We are near the end of World War II. It's August 2, 1944, the "1511th day of German occupation" of Paris. German Colonel von Waldheim (Paul Scofield) enters a dark museum and turns a spotlight on a painting. He stares at it with the eyes of a lover beholding his best beloved. He turns another spotlight on another painting. The Hun is humanized, and we sympathize with his quiet passion.
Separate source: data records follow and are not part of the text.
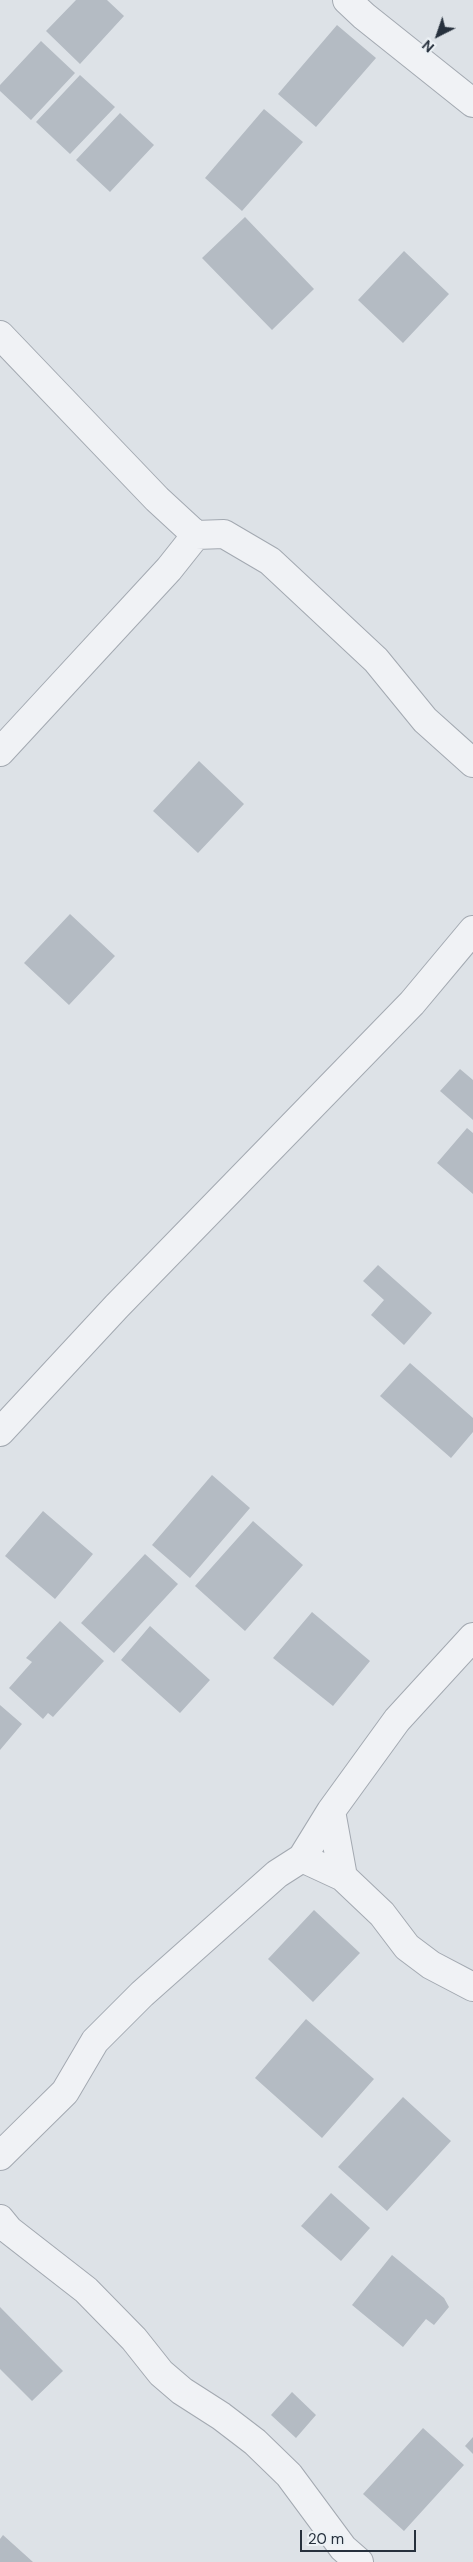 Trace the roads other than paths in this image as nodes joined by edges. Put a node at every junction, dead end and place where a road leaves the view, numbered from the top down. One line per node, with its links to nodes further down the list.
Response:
1 (347, 0): 2 (street)
2 (473, 103)
3 (0, 334): 4 (street)
4 (196, 534): 5 (street); 6 (street)
5 (0, 752)
6 (473, 763)
7 (473, 930): 8 (street)
8 (0, 1432)
9 (473, 1637): 10 (street)
10 (331, 1811): 11 (street); 12 (street)
11 (302, 1858): 12 (street); 14 (street)
12 (343, 1877): 13 (street)
13 (473, 1987)
14 (0, 2156)
15 (0, 2219): 16 (street)
16 (359, 2562)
It comes as a bit of a shock when he announces that he is taking the paintings, hundreds of Miros and Picassos and Matisses and others, with him when the Germans evacuate Paris. A resistance group, led by railroad worker Paul Labiche (Burt Lancaster), is enlisted to stop them. Labiche initially refuses. It's one thing to blow up a train, dangerous enough - it's another to stop a train without damaging what's inside it. National heritage or not, men will die. There are more important targets than a train filled with art. Things change, though, and eventually Labiche and the remnants of his resistance group find themselves trying the impossible.
I've always been a little leery of Burt Lancaster. Maybe I was traumatized by viewing THE RAINMAKER or ELMER GANTRY at a young and impressionable age. He sometimes seems all horse teeth and braying charm and dis-tinct e-nunc-ee-a-shun. Not so here. In THE TRAIN he's restrained and natural and completely convincing. Scofield is equally strong as his brutal nemesis.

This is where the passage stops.